Herr Hoin, was ist denn das Tolle am Tollhafen – und wie ist er zu seinem Namen gekommen?
Wir heißen Tollhafen, weil die Straße hier auf der Veddel „Am Zollhafen“ heißt – und weil das manchmal hier ein Tollhaus ist (lacht). Und das Tolle ist, dass alle Kinder hier frei spielen können und als Kinder ernst genommen werden. Draußen wird oft ihr ganzer Tag reglementiert: Du ziehst das und das an, dann fährst du mit mir im Auto da und da hin, dann machst du dies und das. Kinder leben in einer sehr engen Struktur, sie reiben sich ständig an Grenzen. Hier haben sie im Spiel die Chance, frei zu sein.
Wer kommt hier her?
Menschen von der Veddel, aus Wilhelmsburg, Rothenburgsort oder sogar Eltern aus der HafenCity, die noch keine soziale Infrastruktur haben. Das Attraktive ist, dass hier von Babys bis zu Schulkindern aus der vierten Klasse alle zusammenkommen dürfen. In vielen Familien gibt es Kinder unterschiedlichen Alters – und hier können die Eltern alle mitbringen. Der Tollhafen soll ein Ort sein, an dem alle im besten Sinne aufeinander Rücksicht nehmen. Die einen schaukeln, andere freuen sich über die Hüpfburg, manche machen gerne Schweinebaumeln.
Schweinebaumeln?
Da hängen sie nur an Kniekehlen an den Ringen. Aber wir wollen das Wort abschaffen, weil das so grob klingt und natürlich den Moslems gar nicht angenehm ist, wenn das so heißt. Wir sagen nun „Fledermaus“ dazu. Weil sie mit dem Kopf nach unten hängen.
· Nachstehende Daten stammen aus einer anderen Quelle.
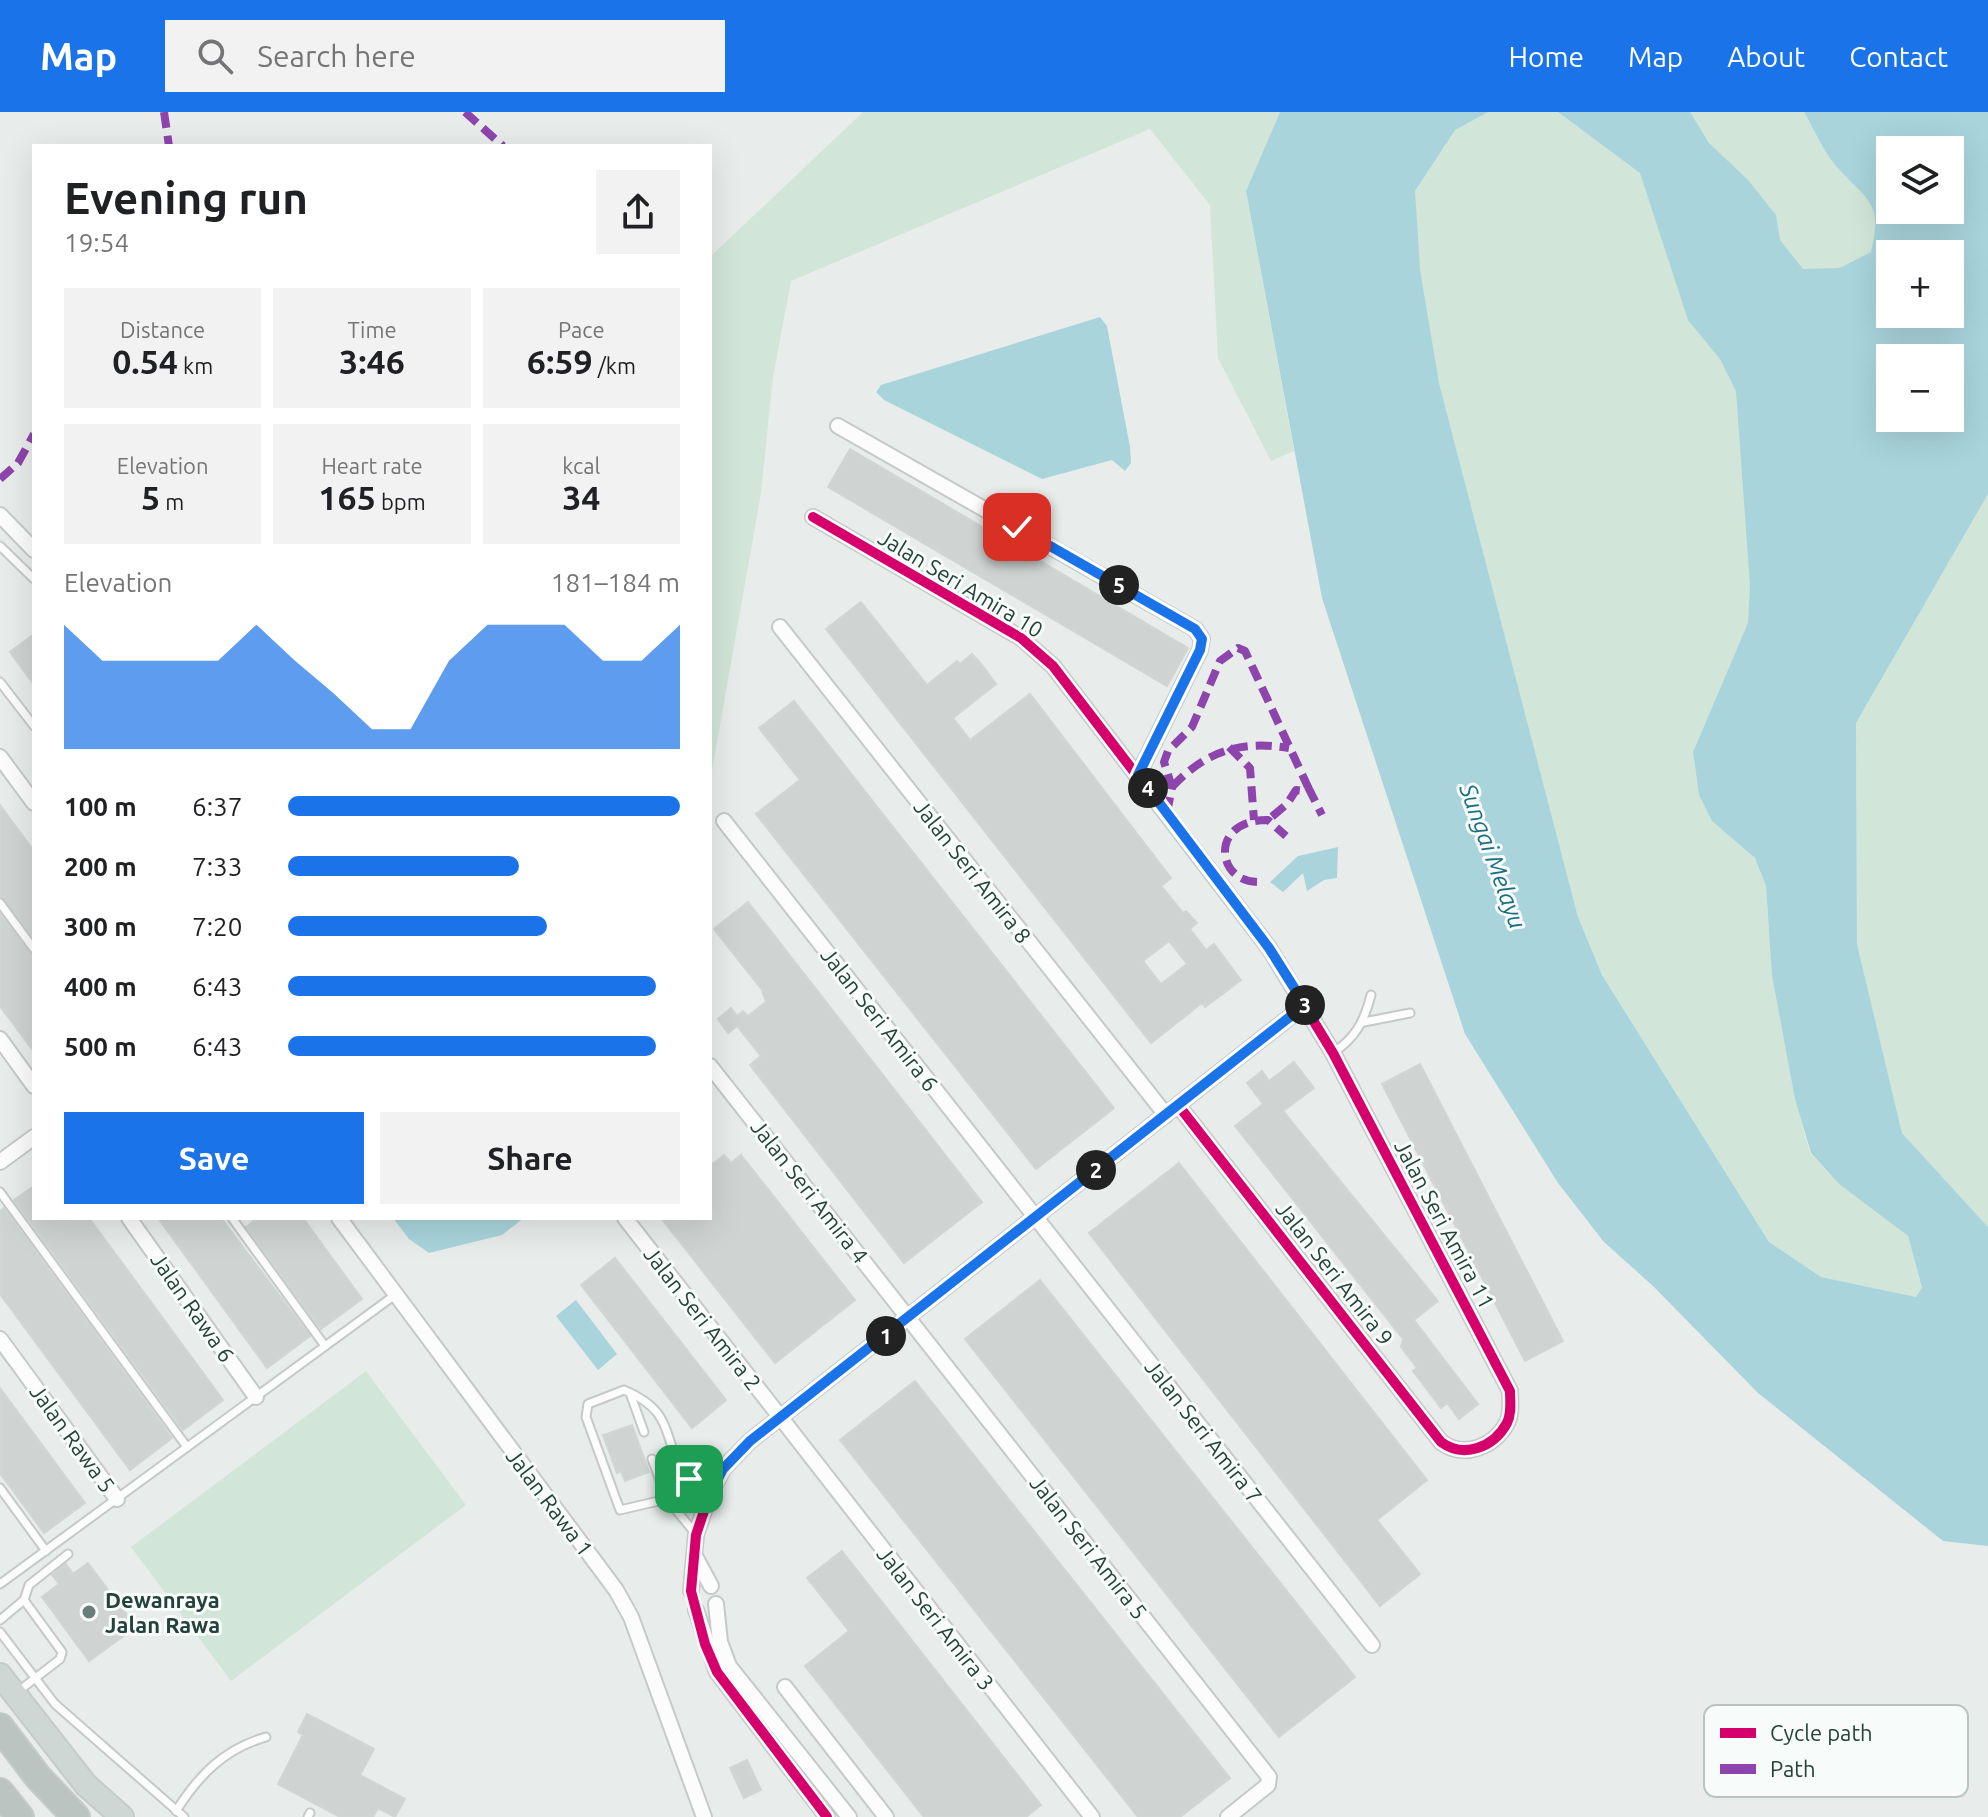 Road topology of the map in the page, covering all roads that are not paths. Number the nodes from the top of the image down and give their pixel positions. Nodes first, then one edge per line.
1 (838, 426) dead end
2 (0, 515) edge
3 (813, 517) dead end
4 (0, 546) edge
5 (32, 548) edge
6 (32, 577) edge
7 (780, 627) dead end
8 (0, 682) edge
9 (32, 723) edge
10 (0, 757) edge
11 (1138, 775) junction
12 (32, 800) edge
13 (724, 821) dead end
14 (0, 903) edge
15 (32, 946) edge
16 (1371, 995) dead end
17 (1305, 1005) junction
18 (1410, 1013) dead end
19 (1364, 1022) junction
20 (0, 1039) edge
21 (1333, 1053) junction
22 (712, 1069) edge
23 (32, 1083) edge
24 (1178, 1105) junction
25 (1166, 1115) junction
26 (32, 1138) edge
27 (0, 1162) edge
28 (0, 1192) edge
29 (1036, 1217) junction
30 (130, 1220) edge
31 (233, 1220) edge
32 (340, 1220) edge
33 (627, 1220) edge
34 (395, 1295) junction
35 (910, 1317) junction
36 (0, 1339) edge
37 (325, 1346) junction
38 (630, 1393) junction
39 (256, 1397) junction
40 (780, 1419) junction
41 (644, 1432) dead end
42 (187, 1447) junction
43 (1469, 1452) joint
44 (652, 1459) dead end
45 (0, 1488) edge
46 (709, 1496) junction
47 (117, 1499) junction
48 (667, 1499) junction
49 (696, 1535) junction
50 (46, 1551) junction
51 (68, 1554) dead end
52 (696, 1558) junction
53 (0, 1584) edge
54 (711, 1586) dead end
55 (691, 1591) dead end
56 (24, 1600) junction
57 (716, 1604) dead end
58 (696, 1610) dead end
59 (0, 1620) edge
60 (718, 1622) junction
61 (701, 1625) junction
62 (0, 1632) edge
63 (1372, 1645) dead end
64 (0, 1675) edge
65 (34, 1679) junction
66 (785, 1687) dead end
67 (14, 1694) junction
68 (0, 1727) edge
69 (266, 1737) dead end
70 (0, 1792) edge
71 (176, 1811) junction
72 (20, 1817) edge
73 (76, 1817) edge
74 (122, 1817) edge
75 (184, 1817) edge
76 (704, 1817) edge
77 (827, 1817) edge
78 (849, 1817) edge
79 (886, 1817) edge
80 (1092, 1817) edge
81 (1228, 1817) edge

1 - 11 street
2 - 5 street
3 - 11 street, Jalan Seri Amira 10
4 - 6 lane
7 - 25 street, Jalan Seri Amira 8
8 - 9 lane
10 - 12 street
11 - 17 street, Jalan Seri Amira 10
13 - 29 street, Jalan Seri Amira 6
14 - 15 lane
16 - 19 lane
17 - 21 street, Jalan Seri Amira 11
17 - 24 street
18 - 19 lane
19 - 21 lane
20 - 23 street
21 - 43 street, Jalan Seri Amira 11
22 - 35 street, Jalan Seri Amira 4
24 - 25 street
24 - 43 street, Jalan Seri Amira 9
25 - 29 street
26 - 27 street
28 - 42 lane
29 - 35 street
29 - 63 street, Jalan Seri Amira 7
30 - 39 street, Jalan Rawa 6
31 - 37 lane
32 - 34 street, Jalan Rawa 1
33 - 40 street, Jalan Seri Amira 2
34 - 37 lane
34 - 76 street, Jalan Rawa 1
35 - 40 street
35 - 81 street, Jalan Seri Amira 5
36 - 47 street, Jalan Rawa 5
37 - 39 lane
38 - 41 lane
38 - 46 lane
38 - 48 lane
39 - 42 lane
40 - 46 street
40 - 80 street, Jalan Seri Amira 3
42 - 47 lane
44 - 48 lane
45 - 50 lane
46 - 49 street
47 - 50 lane
48 - 49 lane
49 - 52 street
50 - 53 lane
51 - 56 lane
52 - 54 street
52 - 55 street
56 - 59 lane
56 - 65 lane
57 - 60 street
58 - 61 street
60 - 61 street
60 - 78 street
61 - 77 street
62 - 65 lane
64 - 67 main road
65 - 67 lane
65 - 71 lane
66 - 79 street
67 - 74 main road
68 - 73 highway
69 - 71 lane
70 - 72 highway
71 - 75 lane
Was finden die Kinder hier?
Die Kleinen von eins bis fünf Jahren suchen Abenteuer für sich selbst. Die sind auf der Suche nach Bewegungssensationen. Und dabei finden sie heraus: Wie hoch kann ich klettern, wie schnell rutsche ich, treffe ich meinen Ball? Ältere spielen miteinander Fußball, oder sie machen Seilspringen mit der Freundin: „Ich hab’s zehn Mal geschafft, du fünf!“ Da kommt aus dem Spiel und der Bewegung – dem Motorischen – die Freude an der Gemeinschaft, das Soziale und das Emotionale. Die Kinder probieren sich im Spiel auch in verschiedenen Rollen aus: Ich bin Messi, ich bin Ronaldo.
Warum gehört gerade Spiel und Bewegung zum guten Aufwachsen dazu?
Den eigenen Körper entdecken, dann das soziale Ich und das Wir: Die Entwicklungsschritte des Menschen sind in den verschiedenen Spielformen versteckt. Das Spielen bietet Kindern die schnellsten, aber auch die intensivsten und die vielfältigsten Möglichkeiten, sich gut zu entwickeln.
Sie sprechen vom „Recht auf Spiel“.
Spielen ist für viele Erwachsene etwas, das man nur auf dem Spielplatz macht. Das Recht aufs Spiel bricht das auf, denn es sagt: „Ich kann überall, selbst auf dem Jungfernstieg, über irgendwas drüber balancieren und tanzen.“ Wir sollten uns alle motivieren, neue Räume zu entdecken, in denen sich bewegt, gespielt und gechillt werden kann. Dazu gehört, dass soziale Arbeit auch am Wochenende und in den Ferien stattfinden muss. Denn dann haben die Kinder Zeit.
Wie kamen Sie zum Tollhafen?
Dank der Initiative einer anonymen Spenderin wollte die BürgerStiftung ein Bewegungsprojekt machen. Durch einen Zufall kam es dazu, dass ich das als Experte entwickeln sollte. Eigentlich ein kurzfristiger Job. Das nächste Jahr feiern wir den 15. Geburtstag. Und inzwischen haben wir Angebote auf der Veddel, in Wilhelmsburg und am Ausschläger Elbdeich.